Task goal :: Look through the records and copy each line with the string "pinky" in it.

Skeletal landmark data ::
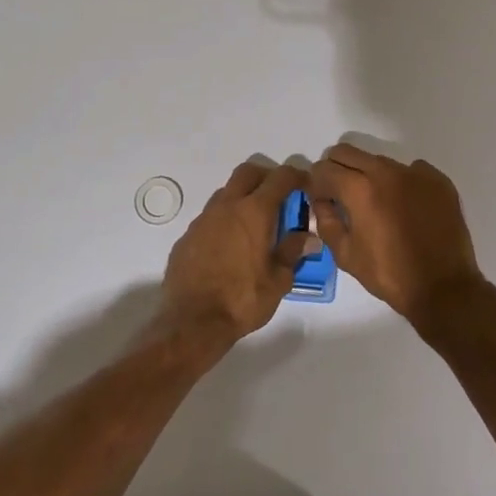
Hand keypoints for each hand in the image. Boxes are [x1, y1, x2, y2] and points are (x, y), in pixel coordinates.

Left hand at [158, 159, 316, 349]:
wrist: (192, 322)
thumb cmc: (242, 300)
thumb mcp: (278, 280)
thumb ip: (293, 252)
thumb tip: (308, 237)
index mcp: (254, 212)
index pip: (280, 178)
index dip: (296, 176)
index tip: (306, 185)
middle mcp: (227, 207)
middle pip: (248, 172)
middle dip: (266, 177)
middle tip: (280, 197)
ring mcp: (203, 219)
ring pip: (226, 193)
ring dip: (243, 198)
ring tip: (255, 225)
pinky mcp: (187, 236)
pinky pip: (210, 217)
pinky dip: (225, 221)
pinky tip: (230, 246)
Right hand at [308, 145, 484, 328]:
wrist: (444, 287)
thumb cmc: (390, 274)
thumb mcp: (346, 255)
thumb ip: (327, 222)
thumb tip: (321, 202)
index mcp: (359, 189)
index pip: (324, 169)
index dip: (316, 183)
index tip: (320, 198)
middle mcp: (386, 172)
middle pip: (348, 152)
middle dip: (338, 169)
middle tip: (341, 194)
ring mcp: (415, 173)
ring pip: (380, 161)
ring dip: (370, 175)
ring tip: (377, 204)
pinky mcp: (438, 180)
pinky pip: (411, 170)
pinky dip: (402, 182)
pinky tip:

Written solution ::
pinky mcp: (187, 236)
pinky pip: (210, 217)
pinky dip: (225, 221)
pinky tip: (230, 246)
pinky mcp: (438, 180)
pinky pip: (411, 170)
pinky dip: (402, 182)
pinky tip:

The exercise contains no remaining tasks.